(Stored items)

◇ ◇ ◇ ◇

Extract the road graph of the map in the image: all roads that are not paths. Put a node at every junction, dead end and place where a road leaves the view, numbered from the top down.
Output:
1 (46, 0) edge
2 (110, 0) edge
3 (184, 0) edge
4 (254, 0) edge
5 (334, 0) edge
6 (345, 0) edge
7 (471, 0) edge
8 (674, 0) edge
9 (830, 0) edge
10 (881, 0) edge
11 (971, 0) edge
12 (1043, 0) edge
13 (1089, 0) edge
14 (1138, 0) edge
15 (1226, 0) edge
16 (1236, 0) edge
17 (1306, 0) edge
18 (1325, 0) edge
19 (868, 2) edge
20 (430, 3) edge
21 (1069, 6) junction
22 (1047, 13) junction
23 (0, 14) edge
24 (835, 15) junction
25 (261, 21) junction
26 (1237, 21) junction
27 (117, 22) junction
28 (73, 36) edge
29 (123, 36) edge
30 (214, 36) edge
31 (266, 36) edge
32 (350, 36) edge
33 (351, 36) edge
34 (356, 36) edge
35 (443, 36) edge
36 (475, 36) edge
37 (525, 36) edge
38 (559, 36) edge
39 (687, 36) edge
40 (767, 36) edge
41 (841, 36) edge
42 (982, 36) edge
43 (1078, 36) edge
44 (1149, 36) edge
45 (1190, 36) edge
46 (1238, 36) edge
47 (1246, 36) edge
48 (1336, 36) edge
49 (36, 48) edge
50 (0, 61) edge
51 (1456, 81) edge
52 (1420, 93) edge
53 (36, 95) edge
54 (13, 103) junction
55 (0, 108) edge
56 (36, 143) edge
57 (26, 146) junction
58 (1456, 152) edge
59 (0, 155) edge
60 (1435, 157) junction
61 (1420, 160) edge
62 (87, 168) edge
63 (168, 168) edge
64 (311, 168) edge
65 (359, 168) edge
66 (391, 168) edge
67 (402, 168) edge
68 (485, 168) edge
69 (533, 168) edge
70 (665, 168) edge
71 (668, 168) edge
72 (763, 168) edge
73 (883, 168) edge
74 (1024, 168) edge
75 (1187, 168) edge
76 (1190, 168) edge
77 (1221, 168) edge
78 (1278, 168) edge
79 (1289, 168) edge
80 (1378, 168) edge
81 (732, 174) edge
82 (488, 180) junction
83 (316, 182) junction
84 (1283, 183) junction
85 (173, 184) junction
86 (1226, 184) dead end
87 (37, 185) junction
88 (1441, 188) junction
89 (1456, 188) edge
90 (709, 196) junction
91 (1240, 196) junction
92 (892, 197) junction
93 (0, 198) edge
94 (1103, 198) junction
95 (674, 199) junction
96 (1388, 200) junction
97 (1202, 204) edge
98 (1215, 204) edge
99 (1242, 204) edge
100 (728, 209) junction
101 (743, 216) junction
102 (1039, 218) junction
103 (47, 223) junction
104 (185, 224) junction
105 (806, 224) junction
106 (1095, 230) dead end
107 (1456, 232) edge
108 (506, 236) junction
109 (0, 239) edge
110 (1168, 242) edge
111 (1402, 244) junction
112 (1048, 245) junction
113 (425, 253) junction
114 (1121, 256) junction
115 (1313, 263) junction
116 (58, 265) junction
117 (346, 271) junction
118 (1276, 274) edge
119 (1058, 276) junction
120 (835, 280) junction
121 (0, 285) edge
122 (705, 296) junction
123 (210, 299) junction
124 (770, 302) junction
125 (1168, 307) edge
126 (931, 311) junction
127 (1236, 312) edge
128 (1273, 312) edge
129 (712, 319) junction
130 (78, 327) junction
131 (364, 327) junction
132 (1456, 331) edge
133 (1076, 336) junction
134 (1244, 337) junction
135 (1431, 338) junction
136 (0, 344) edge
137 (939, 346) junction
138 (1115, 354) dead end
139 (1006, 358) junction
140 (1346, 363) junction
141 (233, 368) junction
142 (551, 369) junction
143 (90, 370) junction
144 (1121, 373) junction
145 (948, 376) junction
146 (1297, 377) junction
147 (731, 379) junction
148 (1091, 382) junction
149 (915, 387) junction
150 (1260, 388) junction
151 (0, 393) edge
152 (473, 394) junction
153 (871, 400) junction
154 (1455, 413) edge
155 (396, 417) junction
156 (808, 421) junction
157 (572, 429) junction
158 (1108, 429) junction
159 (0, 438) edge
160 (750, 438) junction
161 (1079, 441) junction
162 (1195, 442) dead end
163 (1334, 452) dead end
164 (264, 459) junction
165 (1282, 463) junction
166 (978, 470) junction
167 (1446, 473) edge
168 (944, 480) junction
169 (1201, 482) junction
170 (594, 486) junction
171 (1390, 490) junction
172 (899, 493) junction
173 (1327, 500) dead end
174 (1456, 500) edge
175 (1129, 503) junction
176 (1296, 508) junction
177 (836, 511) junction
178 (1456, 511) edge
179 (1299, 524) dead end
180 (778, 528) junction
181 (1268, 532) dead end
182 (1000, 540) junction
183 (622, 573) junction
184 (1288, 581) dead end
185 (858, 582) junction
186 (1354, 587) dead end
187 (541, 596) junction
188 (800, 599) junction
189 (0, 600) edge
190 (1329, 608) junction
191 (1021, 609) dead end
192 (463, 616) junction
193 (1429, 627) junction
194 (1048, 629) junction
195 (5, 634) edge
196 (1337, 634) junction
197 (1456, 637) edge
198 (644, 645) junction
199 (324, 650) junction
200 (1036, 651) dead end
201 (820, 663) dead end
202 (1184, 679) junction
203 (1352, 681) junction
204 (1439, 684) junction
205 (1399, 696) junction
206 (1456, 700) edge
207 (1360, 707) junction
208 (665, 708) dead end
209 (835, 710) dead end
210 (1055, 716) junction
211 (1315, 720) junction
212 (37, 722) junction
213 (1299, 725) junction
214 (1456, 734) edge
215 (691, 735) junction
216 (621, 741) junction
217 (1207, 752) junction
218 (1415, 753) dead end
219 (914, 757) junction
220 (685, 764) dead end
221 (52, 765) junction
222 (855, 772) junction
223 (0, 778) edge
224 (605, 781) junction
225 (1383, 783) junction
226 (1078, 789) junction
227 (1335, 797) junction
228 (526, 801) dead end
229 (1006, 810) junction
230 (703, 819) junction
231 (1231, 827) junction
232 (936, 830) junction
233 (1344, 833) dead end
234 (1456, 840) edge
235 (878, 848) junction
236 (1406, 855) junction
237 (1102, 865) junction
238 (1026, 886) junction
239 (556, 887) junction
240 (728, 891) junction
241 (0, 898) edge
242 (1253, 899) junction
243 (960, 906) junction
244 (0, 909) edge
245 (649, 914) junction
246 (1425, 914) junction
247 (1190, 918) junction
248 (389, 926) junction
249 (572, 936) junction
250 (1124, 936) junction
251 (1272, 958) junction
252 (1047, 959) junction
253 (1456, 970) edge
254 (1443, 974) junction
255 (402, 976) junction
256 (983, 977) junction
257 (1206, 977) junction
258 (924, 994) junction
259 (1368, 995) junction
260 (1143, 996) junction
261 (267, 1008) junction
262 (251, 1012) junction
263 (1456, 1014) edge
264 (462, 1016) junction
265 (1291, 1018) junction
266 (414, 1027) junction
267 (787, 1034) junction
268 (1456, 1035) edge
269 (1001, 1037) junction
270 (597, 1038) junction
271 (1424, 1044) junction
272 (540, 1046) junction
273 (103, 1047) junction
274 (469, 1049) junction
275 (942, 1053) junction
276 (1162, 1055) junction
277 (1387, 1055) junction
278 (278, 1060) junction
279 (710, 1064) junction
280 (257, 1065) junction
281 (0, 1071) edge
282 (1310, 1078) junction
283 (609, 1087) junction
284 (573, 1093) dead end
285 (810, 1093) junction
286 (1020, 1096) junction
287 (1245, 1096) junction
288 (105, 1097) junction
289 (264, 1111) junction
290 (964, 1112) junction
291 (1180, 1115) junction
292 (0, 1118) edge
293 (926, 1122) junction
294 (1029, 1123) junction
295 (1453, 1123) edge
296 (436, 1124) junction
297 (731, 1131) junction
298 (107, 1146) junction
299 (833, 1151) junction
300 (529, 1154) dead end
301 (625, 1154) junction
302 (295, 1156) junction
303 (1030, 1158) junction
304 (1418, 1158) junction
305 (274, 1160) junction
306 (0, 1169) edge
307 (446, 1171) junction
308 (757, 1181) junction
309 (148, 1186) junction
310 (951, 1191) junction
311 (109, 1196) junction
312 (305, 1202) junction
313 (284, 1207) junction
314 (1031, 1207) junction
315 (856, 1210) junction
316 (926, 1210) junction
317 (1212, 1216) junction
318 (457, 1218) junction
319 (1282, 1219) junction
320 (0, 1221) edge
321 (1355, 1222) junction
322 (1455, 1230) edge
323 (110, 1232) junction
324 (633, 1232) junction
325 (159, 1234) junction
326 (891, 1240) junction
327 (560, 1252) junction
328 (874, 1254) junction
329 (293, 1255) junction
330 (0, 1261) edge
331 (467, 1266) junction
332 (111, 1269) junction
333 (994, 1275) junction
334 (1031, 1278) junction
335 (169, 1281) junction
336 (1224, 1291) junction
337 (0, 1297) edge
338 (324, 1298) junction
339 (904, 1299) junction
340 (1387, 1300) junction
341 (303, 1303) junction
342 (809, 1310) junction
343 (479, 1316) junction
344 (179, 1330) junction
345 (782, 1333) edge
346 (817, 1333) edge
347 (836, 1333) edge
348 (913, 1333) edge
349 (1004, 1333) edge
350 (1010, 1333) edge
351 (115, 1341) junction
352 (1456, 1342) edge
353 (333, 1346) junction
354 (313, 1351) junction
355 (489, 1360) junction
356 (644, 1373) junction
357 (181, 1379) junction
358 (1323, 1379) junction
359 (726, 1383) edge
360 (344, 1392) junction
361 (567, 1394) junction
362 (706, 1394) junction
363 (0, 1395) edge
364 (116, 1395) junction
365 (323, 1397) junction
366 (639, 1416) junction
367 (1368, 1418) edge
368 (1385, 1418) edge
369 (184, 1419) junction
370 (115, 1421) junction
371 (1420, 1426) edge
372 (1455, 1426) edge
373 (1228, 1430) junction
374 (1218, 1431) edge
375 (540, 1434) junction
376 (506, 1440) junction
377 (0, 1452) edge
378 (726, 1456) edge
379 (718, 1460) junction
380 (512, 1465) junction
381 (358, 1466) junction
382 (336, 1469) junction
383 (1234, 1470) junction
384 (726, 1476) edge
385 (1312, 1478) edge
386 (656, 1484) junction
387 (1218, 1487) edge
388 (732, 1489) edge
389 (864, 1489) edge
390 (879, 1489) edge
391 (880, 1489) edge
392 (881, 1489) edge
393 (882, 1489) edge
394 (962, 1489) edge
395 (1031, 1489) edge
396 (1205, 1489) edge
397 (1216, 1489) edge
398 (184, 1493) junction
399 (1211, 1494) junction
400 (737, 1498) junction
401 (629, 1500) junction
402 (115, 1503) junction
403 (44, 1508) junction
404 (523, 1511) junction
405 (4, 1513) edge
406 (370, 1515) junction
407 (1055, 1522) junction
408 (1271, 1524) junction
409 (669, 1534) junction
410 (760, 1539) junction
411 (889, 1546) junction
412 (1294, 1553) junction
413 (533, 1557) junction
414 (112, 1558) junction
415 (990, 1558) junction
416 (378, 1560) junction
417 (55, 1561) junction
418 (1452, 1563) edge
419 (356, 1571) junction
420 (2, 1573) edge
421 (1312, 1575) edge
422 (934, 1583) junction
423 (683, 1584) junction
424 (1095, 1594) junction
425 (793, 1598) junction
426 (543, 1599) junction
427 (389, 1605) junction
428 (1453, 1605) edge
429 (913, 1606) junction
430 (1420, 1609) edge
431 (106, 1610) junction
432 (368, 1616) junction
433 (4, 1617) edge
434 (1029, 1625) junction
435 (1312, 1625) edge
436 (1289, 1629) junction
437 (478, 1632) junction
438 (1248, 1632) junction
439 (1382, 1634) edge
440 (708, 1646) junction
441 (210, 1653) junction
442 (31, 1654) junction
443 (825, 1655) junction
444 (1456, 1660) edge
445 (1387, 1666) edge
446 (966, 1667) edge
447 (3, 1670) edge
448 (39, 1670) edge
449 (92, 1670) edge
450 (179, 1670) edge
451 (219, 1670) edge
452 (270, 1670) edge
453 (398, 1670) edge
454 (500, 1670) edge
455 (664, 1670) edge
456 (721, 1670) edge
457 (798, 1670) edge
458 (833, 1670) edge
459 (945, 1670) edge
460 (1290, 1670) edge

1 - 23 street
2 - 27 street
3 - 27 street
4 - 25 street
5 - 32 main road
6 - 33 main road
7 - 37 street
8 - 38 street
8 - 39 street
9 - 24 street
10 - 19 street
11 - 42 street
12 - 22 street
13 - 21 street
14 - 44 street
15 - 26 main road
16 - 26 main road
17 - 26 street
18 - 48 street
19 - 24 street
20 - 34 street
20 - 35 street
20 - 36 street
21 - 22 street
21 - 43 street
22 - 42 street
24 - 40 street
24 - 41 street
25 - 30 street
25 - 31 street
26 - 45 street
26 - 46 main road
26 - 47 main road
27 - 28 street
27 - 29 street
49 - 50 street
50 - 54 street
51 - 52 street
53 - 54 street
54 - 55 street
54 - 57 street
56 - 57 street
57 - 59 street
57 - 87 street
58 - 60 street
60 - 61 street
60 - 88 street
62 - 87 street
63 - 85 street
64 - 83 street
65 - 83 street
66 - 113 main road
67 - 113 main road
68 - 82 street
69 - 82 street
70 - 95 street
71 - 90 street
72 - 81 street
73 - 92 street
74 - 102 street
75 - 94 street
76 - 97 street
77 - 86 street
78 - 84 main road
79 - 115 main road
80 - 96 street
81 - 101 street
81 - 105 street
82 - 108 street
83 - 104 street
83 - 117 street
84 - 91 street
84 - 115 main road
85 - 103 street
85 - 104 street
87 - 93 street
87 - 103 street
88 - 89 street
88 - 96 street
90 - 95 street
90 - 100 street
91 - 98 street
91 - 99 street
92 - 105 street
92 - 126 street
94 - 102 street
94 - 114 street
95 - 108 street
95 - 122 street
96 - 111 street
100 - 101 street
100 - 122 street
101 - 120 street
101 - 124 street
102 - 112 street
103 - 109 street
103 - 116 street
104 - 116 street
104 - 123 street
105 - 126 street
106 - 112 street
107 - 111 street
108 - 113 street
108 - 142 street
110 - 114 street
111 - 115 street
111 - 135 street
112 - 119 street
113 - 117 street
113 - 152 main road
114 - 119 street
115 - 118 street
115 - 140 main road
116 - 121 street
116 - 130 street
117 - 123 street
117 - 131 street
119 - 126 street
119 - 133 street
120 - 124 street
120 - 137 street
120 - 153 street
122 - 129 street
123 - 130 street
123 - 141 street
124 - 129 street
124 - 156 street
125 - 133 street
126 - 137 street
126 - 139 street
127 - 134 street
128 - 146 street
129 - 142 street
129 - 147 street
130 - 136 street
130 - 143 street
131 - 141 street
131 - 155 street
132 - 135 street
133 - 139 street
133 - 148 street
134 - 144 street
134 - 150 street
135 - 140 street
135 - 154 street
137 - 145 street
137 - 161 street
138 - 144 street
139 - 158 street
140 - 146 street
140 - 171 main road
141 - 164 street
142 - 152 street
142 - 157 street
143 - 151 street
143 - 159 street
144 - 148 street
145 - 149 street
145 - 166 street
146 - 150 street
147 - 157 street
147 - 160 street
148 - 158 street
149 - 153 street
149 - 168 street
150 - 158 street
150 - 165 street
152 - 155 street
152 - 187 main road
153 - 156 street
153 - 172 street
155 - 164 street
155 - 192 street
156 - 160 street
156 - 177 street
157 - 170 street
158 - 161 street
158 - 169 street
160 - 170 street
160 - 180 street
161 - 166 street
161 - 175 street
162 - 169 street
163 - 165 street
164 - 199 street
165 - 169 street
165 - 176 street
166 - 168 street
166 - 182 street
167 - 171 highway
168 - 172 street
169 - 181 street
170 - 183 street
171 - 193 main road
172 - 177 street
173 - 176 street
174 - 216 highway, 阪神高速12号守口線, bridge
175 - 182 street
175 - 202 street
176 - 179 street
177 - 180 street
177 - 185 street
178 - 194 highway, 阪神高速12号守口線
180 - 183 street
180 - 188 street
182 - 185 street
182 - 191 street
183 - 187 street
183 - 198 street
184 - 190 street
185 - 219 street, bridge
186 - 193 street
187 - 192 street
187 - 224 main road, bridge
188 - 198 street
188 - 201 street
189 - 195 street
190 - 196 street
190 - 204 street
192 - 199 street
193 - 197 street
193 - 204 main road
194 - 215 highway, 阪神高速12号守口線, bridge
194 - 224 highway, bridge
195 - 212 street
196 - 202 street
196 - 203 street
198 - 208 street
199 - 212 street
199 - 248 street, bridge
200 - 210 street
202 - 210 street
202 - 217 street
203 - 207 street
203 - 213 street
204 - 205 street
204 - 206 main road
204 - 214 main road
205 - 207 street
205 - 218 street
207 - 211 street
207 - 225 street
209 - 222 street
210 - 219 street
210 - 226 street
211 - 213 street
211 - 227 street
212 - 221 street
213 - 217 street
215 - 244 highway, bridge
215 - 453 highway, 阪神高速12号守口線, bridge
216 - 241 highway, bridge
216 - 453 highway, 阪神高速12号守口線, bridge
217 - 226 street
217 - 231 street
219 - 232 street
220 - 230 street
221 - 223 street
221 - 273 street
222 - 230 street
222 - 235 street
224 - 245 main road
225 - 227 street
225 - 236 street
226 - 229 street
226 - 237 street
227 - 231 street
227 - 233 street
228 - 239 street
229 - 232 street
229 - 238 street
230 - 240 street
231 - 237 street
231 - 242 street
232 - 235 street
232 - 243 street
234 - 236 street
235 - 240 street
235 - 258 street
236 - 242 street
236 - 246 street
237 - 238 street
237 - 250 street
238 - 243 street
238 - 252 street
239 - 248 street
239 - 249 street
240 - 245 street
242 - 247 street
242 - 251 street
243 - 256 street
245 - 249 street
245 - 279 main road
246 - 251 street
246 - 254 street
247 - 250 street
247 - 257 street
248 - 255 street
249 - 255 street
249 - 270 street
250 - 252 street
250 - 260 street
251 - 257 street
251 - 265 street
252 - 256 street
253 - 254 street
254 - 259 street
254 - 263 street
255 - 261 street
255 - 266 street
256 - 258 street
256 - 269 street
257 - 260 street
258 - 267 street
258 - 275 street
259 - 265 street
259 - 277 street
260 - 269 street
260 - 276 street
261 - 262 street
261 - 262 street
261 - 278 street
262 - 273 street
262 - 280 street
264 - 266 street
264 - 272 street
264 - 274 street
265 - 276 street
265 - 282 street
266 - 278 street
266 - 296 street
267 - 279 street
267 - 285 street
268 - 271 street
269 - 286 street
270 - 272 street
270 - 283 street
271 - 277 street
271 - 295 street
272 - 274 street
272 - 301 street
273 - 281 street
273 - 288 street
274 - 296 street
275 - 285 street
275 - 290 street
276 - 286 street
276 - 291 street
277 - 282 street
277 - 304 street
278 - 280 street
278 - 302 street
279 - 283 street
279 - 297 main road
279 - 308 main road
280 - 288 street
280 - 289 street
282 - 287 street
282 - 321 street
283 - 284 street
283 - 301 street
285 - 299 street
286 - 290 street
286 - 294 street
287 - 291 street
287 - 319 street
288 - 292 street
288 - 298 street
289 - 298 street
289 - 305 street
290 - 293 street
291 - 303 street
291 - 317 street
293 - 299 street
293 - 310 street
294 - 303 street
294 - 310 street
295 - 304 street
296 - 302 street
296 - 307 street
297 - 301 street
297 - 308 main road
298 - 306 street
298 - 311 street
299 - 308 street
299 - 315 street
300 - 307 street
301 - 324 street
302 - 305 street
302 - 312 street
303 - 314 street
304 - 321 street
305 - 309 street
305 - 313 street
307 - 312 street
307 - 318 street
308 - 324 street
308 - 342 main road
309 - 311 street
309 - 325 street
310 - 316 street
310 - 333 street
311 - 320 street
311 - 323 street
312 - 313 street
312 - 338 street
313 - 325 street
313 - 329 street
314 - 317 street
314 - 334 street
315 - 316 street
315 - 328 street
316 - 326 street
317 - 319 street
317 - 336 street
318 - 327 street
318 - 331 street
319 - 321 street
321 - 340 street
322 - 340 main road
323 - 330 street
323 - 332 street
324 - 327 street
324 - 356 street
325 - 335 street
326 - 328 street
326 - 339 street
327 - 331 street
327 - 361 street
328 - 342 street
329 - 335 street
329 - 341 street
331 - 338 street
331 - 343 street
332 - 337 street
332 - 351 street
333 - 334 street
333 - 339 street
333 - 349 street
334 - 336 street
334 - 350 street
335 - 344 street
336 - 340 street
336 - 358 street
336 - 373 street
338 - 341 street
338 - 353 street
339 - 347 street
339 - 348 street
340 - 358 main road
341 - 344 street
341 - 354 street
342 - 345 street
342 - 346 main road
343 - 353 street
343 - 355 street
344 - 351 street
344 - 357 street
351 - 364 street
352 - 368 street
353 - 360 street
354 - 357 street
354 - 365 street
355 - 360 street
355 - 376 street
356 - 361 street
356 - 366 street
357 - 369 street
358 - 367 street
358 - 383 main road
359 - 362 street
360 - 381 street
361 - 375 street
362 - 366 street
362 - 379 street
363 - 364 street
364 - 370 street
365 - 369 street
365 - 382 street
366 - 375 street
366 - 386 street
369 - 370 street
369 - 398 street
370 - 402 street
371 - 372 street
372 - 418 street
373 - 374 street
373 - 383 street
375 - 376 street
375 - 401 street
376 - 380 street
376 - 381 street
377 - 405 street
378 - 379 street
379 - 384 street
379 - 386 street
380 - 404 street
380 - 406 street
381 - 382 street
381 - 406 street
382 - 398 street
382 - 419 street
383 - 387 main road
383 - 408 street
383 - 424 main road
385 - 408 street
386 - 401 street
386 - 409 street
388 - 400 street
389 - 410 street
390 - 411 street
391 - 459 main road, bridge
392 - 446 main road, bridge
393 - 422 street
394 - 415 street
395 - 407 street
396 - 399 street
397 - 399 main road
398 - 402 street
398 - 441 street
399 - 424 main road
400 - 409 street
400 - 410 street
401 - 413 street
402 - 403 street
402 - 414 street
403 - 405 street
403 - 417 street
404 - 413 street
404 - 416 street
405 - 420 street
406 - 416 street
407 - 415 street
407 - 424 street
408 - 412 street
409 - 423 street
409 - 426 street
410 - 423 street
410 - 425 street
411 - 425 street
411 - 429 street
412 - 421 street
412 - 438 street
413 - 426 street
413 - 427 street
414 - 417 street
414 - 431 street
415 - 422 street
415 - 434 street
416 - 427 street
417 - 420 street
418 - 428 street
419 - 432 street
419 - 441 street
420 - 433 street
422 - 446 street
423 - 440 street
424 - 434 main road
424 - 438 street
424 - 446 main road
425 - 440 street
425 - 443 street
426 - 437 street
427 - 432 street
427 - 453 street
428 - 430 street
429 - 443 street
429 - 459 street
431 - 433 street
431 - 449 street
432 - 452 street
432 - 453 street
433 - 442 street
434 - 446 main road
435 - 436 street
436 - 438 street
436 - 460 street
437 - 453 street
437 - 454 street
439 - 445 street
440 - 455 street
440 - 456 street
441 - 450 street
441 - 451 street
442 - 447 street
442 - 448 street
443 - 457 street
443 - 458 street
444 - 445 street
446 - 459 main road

◇ ◇ ◇ ◇

TASK DIRECTIONS -
Copy the lines from the entries above in which the word "bridge" appears.

REPLY TO THE EXERCISE -
174 - 216 highway, 阪神高速12号守口線, bridge
185 - 219 street, bridge
187 - 224 main road, bridge
194 - 215 highway, 阪神高速12号守口線, bridge
194 - 224 highway, bridge
199 - 248 street, bridge
215 - 244 highway, bridge
215 - 453 highway, 阪神高速12号守口線, bridge
216 - 241 highway, bridge
216 - 453 highway, 阪神高速12号守口線, bridge
391 - 459 main road, bridge
392 - 446 main road, bridge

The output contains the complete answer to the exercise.